(GIVEN DATA Opens)

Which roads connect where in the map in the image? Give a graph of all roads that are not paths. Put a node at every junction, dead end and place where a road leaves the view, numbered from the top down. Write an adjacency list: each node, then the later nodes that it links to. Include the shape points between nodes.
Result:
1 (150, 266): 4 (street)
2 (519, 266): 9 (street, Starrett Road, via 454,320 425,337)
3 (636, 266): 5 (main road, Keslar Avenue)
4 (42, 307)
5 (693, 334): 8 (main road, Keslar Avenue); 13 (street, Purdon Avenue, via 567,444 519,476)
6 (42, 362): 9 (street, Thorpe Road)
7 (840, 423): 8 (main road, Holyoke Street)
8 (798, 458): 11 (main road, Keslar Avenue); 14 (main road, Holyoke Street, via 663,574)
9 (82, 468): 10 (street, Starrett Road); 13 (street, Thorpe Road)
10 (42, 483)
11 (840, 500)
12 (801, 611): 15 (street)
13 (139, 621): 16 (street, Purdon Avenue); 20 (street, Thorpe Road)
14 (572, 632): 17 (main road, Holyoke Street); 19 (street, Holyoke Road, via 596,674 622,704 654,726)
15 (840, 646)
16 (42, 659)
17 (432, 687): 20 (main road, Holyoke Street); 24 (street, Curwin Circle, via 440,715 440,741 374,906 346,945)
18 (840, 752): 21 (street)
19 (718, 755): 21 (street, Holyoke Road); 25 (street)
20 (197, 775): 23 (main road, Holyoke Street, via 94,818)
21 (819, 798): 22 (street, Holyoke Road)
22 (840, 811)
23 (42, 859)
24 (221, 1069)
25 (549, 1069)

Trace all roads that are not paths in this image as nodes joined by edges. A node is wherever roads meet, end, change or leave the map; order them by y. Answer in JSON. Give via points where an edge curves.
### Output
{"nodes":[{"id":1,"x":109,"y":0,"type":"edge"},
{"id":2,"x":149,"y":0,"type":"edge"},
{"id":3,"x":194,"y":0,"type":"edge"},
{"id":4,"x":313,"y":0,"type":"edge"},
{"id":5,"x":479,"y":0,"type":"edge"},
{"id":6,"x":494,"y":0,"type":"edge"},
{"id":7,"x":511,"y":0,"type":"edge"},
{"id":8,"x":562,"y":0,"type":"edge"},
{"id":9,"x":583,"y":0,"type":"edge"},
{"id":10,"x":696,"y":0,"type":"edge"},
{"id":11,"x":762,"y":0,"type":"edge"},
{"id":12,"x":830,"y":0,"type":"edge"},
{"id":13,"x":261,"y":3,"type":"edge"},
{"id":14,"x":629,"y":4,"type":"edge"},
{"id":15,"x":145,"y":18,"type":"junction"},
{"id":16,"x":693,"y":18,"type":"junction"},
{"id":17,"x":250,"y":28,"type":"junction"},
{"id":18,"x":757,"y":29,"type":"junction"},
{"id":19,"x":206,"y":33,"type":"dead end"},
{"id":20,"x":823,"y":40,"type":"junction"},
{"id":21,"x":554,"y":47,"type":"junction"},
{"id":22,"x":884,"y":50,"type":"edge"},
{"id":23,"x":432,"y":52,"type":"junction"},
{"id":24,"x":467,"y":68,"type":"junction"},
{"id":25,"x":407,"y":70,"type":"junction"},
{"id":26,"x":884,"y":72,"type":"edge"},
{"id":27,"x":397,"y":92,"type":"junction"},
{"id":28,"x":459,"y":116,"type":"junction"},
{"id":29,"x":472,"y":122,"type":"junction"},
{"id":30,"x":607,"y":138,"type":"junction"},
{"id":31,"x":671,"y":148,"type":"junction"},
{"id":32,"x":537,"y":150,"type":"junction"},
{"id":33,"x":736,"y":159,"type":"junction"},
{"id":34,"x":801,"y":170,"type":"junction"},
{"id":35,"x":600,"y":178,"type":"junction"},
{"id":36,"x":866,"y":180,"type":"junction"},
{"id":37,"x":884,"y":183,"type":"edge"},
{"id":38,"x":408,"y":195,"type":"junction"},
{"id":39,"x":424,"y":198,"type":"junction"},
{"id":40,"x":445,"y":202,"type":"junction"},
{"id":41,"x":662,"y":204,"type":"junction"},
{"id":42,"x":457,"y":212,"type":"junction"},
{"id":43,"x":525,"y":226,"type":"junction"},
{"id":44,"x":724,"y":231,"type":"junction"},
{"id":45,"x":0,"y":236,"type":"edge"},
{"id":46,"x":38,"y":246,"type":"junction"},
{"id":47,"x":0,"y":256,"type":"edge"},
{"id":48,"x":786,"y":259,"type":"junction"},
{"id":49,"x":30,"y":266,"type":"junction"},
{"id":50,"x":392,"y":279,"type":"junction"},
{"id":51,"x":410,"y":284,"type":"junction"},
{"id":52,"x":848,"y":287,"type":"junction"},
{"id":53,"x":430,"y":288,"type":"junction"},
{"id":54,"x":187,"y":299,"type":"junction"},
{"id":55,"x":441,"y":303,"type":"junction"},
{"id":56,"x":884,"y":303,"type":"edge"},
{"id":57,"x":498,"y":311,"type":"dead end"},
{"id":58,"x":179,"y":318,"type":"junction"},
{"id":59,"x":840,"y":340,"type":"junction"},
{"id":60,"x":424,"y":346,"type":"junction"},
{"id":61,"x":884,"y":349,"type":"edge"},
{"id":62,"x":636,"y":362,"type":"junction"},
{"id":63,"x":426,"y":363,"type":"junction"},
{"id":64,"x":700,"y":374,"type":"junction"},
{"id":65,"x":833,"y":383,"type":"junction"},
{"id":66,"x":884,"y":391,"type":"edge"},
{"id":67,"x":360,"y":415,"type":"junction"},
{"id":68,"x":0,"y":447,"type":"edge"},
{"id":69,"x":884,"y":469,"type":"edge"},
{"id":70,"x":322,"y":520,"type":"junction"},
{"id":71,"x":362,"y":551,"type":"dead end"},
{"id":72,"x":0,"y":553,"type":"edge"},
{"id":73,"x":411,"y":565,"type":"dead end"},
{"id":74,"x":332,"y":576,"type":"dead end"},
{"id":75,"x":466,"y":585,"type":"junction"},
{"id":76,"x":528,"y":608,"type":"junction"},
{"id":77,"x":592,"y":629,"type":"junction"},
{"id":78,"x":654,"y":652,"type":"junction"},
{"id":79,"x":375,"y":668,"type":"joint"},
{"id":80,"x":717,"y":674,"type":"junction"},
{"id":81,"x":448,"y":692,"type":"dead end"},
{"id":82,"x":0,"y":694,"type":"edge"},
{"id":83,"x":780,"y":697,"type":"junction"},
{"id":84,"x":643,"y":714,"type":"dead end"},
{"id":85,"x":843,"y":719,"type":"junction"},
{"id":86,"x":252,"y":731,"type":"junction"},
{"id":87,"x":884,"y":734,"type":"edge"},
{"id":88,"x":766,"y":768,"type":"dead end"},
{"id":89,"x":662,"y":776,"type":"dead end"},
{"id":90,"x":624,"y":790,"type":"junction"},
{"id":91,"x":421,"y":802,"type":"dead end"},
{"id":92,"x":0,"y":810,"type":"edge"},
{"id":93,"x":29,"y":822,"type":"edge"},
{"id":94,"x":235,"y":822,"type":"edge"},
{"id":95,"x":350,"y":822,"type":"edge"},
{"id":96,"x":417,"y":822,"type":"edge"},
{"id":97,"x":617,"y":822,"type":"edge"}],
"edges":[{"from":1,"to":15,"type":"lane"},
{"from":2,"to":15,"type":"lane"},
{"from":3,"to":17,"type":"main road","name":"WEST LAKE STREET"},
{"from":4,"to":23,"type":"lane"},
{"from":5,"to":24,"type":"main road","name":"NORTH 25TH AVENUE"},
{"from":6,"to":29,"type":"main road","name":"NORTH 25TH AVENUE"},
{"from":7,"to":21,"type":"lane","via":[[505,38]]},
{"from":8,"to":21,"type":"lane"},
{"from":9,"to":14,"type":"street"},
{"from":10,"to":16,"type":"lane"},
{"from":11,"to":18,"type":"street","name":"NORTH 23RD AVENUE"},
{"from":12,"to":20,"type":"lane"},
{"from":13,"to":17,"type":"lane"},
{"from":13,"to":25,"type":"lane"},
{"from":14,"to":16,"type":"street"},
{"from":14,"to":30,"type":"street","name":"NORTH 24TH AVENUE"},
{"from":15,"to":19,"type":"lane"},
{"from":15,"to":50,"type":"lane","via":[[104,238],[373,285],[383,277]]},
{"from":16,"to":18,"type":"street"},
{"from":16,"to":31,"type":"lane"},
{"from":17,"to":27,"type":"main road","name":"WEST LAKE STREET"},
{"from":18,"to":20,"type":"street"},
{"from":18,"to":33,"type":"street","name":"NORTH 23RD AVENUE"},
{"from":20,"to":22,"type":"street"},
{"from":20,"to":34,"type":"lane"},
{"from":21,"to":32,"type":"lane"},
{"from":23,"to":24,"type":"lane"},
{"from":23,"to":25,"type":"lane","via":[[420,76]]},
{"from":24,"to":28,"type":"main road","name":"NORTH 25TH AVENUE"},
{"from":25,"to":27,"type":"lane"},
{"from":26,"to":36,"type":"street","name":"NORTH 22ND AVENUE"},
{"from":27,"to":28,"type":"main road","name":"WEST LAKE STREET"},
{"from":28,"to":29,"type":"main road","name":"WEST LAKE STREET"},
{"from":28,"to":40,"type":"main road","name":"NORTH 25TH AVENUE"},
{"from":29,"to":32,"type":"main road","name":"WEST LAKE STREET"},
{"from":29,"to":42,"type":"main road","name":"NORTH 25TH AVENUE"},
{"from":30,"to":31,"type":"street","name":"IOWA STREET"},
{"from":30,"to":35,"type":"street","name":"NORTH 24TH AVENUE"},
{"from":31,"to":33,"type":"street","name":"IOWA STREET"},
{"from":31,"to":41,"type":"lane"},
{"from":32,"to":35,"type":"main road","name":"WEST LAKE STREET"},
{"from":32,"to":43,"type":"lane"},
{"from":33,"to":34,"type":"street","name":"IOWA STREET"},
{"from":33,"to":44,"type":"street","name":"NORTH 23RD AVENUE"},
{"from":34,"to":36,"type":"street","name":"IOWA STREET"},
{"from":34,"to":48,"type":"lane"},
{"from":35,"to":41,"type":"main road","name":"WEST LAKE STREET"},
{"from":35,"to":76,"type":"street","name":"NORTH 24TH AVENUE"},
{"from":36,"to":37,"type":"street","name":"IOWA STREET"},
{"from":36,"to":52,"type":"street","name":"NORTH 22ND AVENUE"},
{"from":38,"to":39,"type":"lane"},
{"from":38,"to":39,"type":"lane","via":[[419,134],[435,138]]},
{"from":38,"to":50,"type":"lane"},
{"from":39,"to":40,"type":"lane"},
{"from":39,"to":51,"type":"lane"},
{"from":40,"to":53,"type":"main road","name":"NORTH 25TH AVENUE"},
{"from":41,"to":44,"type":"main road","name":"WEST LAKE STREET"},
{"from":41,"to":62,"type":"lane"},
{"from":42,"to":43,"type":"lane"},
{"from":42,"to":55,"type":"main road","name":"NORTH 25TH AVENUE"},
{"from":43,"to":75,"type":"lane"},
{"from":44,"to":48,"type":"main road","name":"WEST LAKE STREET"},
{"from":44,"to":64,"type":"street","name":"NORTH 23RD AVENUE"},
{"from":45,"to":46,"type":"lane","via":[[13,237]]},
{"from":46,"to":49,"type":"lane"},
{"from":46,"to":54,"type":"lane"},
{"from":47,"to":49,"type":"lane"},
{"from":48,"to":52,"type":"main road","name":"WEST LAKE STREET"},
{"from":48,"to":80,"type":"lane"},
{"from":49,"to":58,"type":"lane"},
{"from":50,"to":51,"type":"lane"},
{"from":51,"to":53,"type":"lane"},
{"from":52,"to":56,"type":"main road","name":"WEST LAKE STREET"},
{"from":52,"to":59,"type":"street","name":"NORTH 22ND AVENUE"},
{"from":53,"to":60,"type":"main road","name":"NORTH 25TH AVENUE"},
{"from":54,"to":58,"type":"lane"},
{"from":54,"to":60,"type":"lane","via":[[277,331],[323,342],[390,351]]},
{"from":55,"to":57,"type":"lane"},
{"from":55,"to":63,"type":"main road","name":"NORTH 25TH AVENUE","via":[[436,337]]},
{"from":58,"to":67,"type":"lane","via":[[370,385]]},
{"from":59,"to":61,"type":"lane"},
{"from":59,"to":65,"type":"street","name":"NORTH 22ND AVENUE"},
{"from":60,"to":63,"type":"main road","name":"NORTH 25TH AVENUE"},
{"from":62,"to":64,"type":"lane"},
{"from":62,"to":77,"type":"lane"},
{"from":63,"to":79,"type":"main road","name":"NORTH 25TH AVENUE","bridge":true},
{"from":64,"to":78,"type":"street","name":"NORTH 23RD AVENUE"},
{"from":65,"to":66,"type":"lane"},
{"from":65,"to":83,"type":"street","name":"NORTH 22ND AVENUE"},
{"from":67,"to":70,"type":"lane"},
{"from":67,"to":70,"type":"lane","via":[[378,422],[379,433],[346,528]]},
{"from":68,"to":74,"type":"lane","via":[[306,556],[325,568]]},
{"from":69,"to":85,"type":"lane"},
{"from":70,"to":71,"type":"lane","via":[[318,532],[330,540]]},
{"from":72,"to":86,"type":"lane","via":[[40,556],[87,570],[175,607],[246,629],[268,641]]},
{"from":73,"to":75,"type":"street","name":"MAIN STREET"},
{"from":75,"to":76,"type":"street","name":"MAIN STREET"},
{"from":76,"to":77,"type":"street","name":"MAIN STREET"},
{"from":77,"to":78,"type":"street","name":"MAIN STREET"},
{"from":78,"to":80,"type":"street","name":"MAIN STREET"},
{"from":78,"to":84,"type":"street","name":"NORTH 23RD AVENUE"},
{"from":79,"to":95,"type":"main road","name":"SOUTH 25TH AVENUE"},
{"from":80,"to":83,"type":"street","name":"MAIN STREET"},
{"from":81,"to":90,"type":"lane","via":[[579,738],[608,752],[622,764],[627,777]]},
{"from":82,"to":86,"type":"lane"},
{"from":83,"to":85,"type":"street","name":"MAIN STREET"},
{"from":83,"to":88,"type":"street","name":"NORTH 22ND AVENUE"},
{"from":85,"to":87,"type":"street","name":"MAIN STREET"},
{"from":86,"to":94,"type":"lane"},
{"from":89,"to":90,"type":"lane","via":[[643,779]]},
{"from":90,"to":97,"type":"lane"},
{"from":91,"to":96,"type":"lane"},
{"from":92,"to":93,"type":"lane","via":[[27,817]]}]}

(GIVEN DATA Closes)

- _THE PROBLEM_: Say how many lines above include "edges", please, and nothing else.

- _TASK RESULT_: 2